2.2 Board -- means the Board of Directors of CPI.
-----
2.3 Change in Control -- means (1) a "change in control" of
CPI of a nature that would be required to be reported in response to Item 6(e)
of Schedule 14A for a proxy statement filed under Section 14(a) of the 1934 Act,
(2) a "person" (as that term is used in Section 14(d)(2) of the 1934 Act)
becomes after the effective date of this Plan the beneficial owner (as defined
in Rule 13d-3 under the 1934 Act) directly or indirectly of securities
representing 50% or more of the combined voting power for election of directors
of the then outstanding securities of CPI, (3) the individuals who at the
beginning of any period of two consecutive years or less constitute the Board
cease for any reason during such period to constitute at least a majority of the
Board, unless the election or nomination for election of each new member of the
Board was approved by vote of at least two-thirds of the members of the Board
then still in office who were members of the Board at the beginning of such
period, (4) the shareholders of CPI approve any dissolution or liquidation of
CPI or any sale or disposition of 50% or more of the assets or business of CPI
or (5) the shareholders of CPI approve a merger or consolidation to which CPI is
a party (other than a merger or consolidation with a wholly-owned subsidiary of
CPI) or a share exchange in which CPI shall exchange CPI shares for shares of
another corporation as a result of which the persons who were shareholders of
CPI immediately before the effective date of such merger, consolidation or share
exchange shall have beneficial ownership of less than 50% of the combined voting
power for election of directors of the surviving corporation following the
effective date of such merger, consolidation or share exchange.

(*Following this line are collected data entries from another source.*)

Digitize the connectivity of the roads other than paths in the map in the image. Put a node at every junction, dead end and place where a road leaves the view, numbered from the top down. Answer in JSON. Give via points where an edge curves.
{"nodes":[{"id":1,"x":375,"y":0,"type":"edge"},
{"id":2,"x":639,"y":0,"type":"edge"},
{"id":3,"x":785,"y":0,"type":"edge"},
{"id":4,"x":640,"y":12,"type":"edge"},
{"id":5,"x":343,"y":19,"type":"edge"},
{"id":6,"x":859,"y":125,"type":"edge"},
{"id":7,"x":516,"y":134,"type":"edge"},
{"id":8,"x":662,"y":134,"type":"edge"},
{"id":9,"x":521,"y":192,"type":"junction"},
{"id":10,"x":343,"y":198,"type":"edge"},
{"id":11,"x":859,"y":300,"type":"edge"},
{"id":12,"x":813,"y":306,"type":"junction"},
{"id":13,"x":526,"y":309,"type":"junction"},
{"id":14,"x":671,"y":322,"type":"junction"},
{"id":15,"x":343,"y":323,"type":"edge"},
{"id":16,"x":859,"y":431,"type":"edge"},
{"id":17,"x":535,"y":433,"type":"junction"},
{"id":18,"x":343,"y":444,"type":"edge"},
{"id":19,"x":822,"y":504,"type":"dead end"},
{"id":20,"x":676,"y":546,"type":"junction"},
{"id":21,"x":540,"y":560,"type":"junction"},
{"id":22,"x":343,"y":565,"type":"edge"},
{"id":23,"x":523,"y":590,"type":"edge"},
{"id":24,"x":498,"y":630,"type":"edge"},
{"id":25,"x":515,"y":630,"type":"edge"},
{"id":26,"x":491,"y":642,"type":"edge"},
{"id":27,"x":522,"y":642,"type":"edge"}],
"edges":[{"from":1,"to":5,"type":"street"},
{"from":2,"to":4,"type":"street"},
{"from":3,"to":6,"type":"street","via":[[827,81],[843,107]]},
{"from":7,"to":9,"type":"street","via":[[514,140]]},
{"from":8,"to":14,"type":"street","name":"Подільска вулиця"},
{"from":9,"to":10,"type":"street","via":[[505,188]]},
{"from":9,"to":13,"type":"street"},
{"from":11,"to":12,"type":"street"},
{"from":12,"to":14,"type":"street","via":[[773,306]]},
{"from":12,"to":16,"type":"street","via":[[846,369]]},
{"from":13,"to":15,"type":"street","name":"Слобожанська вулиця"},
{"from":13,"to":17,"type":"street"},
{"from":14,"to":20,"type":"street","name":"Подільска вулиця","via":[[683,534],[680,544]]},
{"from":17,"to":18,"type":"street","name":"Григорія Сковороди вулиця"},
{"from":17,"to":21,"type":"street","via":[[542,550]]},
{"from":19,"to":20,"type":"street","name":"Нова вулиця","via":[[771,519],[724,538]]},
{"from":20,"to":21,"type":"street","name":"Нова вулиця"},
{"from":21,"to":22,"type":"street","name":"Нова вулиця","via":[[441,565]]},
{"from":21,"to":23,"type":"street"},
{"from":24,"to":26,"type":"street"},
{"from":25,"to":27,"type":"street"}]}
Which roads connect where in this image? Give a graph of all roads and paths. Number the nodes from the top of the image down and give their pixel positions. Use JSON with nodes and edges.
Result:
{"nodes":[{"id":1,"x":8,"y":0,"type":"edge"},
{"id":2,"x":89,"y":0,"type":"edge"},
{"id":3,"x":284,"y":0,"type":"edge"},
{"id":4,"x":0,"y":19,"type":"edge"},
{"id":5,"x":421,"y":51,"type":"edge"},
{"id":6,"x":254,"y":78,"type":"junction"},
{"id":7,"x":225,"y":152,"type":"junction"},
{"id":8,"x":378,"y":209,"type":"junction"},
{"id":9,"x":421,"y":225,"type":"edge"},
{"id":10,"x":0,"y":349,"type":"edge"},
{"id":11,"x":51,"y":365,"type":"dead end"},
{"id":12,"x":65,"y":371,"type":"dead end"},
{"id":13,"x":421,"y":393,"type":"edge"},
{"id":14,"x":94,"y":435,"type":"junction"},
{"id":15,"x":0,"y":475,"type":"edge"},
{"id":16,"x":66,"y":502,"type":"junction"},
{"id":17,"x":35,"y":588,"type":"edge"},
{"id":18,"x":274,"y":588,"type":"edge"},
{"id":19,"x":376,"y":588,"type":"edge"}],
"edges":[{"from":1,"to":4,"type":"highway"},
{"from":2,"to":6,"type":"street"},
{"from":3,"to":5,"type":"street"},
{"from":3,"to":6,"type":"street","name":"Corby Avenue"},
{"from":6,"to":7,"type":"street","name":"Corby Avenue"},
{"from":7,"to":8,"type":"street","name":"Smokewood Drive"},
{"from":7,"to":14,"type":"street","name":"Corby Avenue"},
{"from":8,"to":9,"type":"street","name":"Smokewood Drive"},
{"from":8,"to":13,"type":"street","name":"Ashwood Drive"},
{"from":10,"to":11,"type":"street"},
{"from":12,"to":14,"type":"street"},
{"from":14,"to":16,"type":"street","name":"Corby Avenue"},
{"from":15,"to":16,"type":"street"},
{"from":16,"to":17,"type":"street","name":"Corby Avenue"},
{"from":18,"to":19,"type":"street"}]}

2.4 Code -- means the Internal Revenue Code of 1986, as
-----
amended.
2.5 Committee -- means a committee of the Board which shall
have at least 2 members, each of whom shall be appointed by and shall serve at
the pleasure of the Board and shall come within the definition of a
"non-employee director" under Rule 16b-3 and an "outside director" under ss.
162(m) of the Code.
2.6 CPI -- means Cousins Properties Incorporated and any
successor to such corporation.
2.7 CREC -- means Cousins Real Estate Corporation and any
successor to such corporation.
2.8 Director -- means any member of the Board who is not
an employee of CPI or a Parent or Subsidiary or affiliate (as such term is
defined in Rule 405 of the 1933 Act) of CPI.

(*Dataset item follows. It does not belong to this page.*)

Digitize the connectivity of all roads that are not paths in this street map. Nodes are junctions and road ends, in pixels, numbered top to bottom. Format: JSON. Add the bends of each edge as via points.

2.9 Fair Market Value -- means (1) the closing price on any
date for a share of Stock as reported by The Wall Street Journal under the New
York Stock Exchange Composite Transactions quotation system (or under any
successor quotation system) or, if Stock is no longer traded on the New York
Stock Exchange, under the quotation system under which such closing price is
reported or, if The Wall Street Journal no longer reports such closing price,
such closing price as reported by a newspaper or trade journal selected by the
Committee; or, (2) if no such closing price is available on such date, such
closing price as so reported in accordance with ss. 2.8(1) for the immediately
preceding business day; or, (3) if no newspaper or trade journal reports such
closing price or if no such price quotation is available, the price which the
Committee acting in good faith determines through any reasonable valuation
method that a share of Stock might change hands between a willing buyer and a
willing seller, neither being under any compulsion to buy or to sell and both
having reasonable knowledge of the relevant facts.

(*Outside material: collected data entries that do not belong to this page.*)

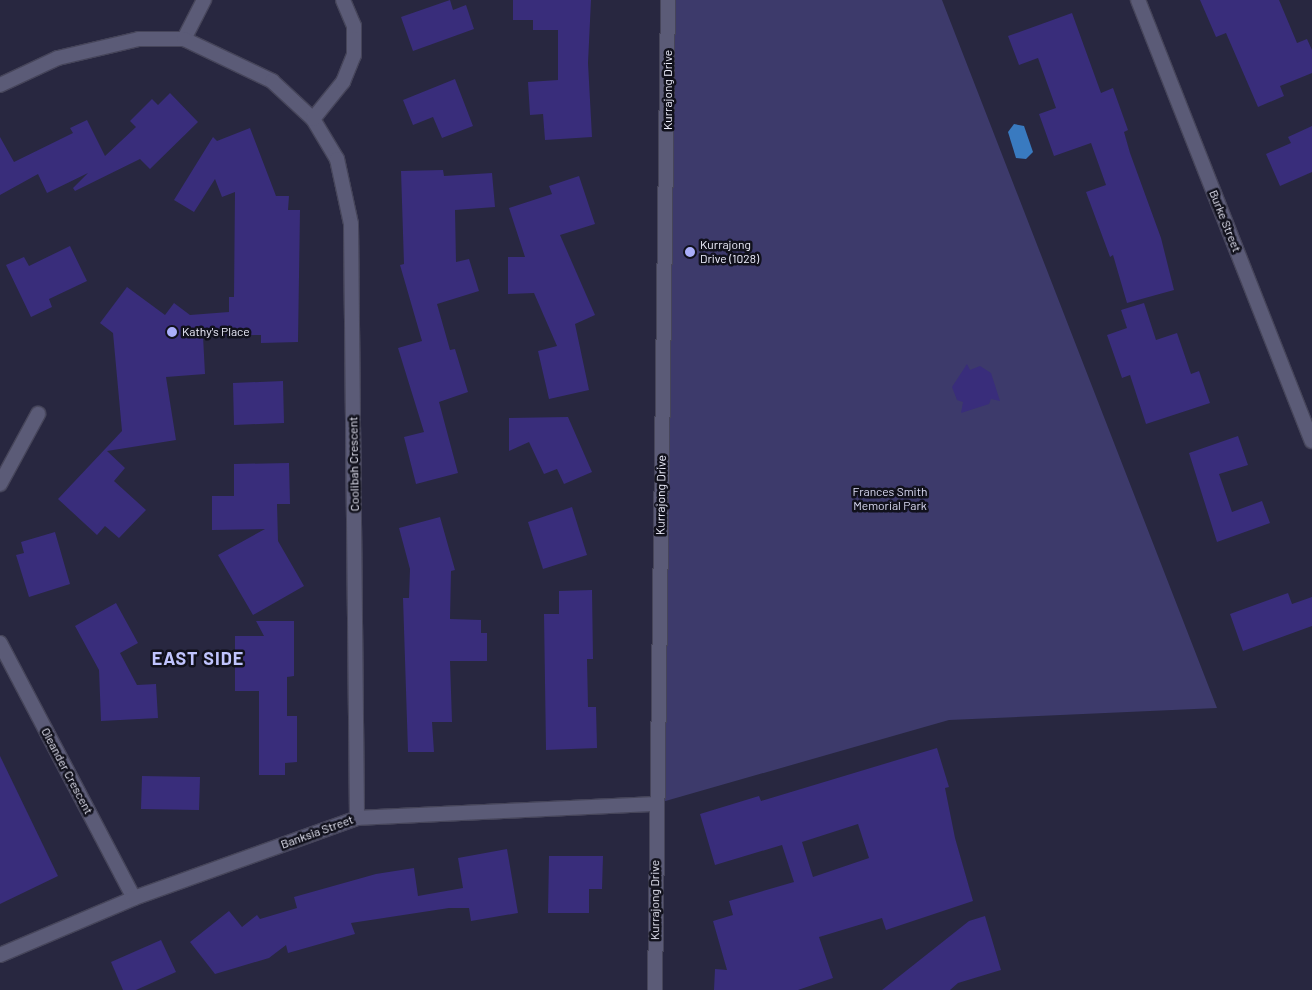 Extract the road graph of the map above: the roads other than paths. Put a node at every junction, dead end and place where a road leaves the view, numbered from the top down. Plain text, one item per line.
1 (204, 0) edge
2 (343, 0) edge
3 (668, 0) edge
4 (1138, 0) edge
5 (184, 39) junction
6 (0, 86) edge
7 (313, 119) junction
8 (38, 414) dead end
9 (1312, 442) edge
10 (0, 484) edge
11 (0, 643) edge
12 (655, 804) junction
13 (357, 818) junction
14 (134, 898) junction
15 (0, 955) edge
16 (655, 990) edge

1 - 5 street
2 - 7 street
3 - 12 street, Kurrajong Drive
4 - 9 street, Burke Street
5 - 6 street, Coolibah Crescent
5 - 7 street, Coolibah Crescent
7 - 13 street, Coolibah Crescent
8 - 10 street
11 - 14 street, Oleander Crescent
12 - 13 street, Banksia Street
12 - 16 street, Kurrajong Drive
13 - 14 street, Banksia Street
14 - 15 street, Banksia Street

2.10 ISO -- means an option granted under this Plan to
purchase Stock which is intended to satisfy the requirements of ss. 422 of the
Code.
2.11 Key Employee -- means an employee of CPI, CREC, a
Preferred Stock Subsidiary that has been designated by the Board as covered by
this Plan, any Subsidiary of CPI or CREC, any Parent of CPI or CREC, or any
Affiliate of CPI or CREC who has been designated by the Committee and who, in
the judgment of the Committee acting in its absolute discretion, is key directly
or indirectly to the success of CPI, CREC, a Preferred Stock Subsidiary, a
Subsidiary of CPI or CREC, a Parent of CPI or CREC or an Affiliate of CPI or
CREC.
2.12 1933 Act -- means the Securities Act of 1933, as
amended.
2.13 1934 Act -- means the Securities Exchange Act of
1934, as amended.
2.14 Non-ISO -- means an option granted under this Plan
to purchase Stock which is intended to fail to satisfy the requirements of ss.
422 of the Code.
2.15 Old Plans -- means (1) the Cousins Properties
Incorporated 1996 Stock Incentive Plan effective as of September 5, 1995, (2)
the Cousins Properties Incorporated Stock Plan for Outside Directors and (3) the
Cousins Properties Incorporated Stock Appreciation Right Plan.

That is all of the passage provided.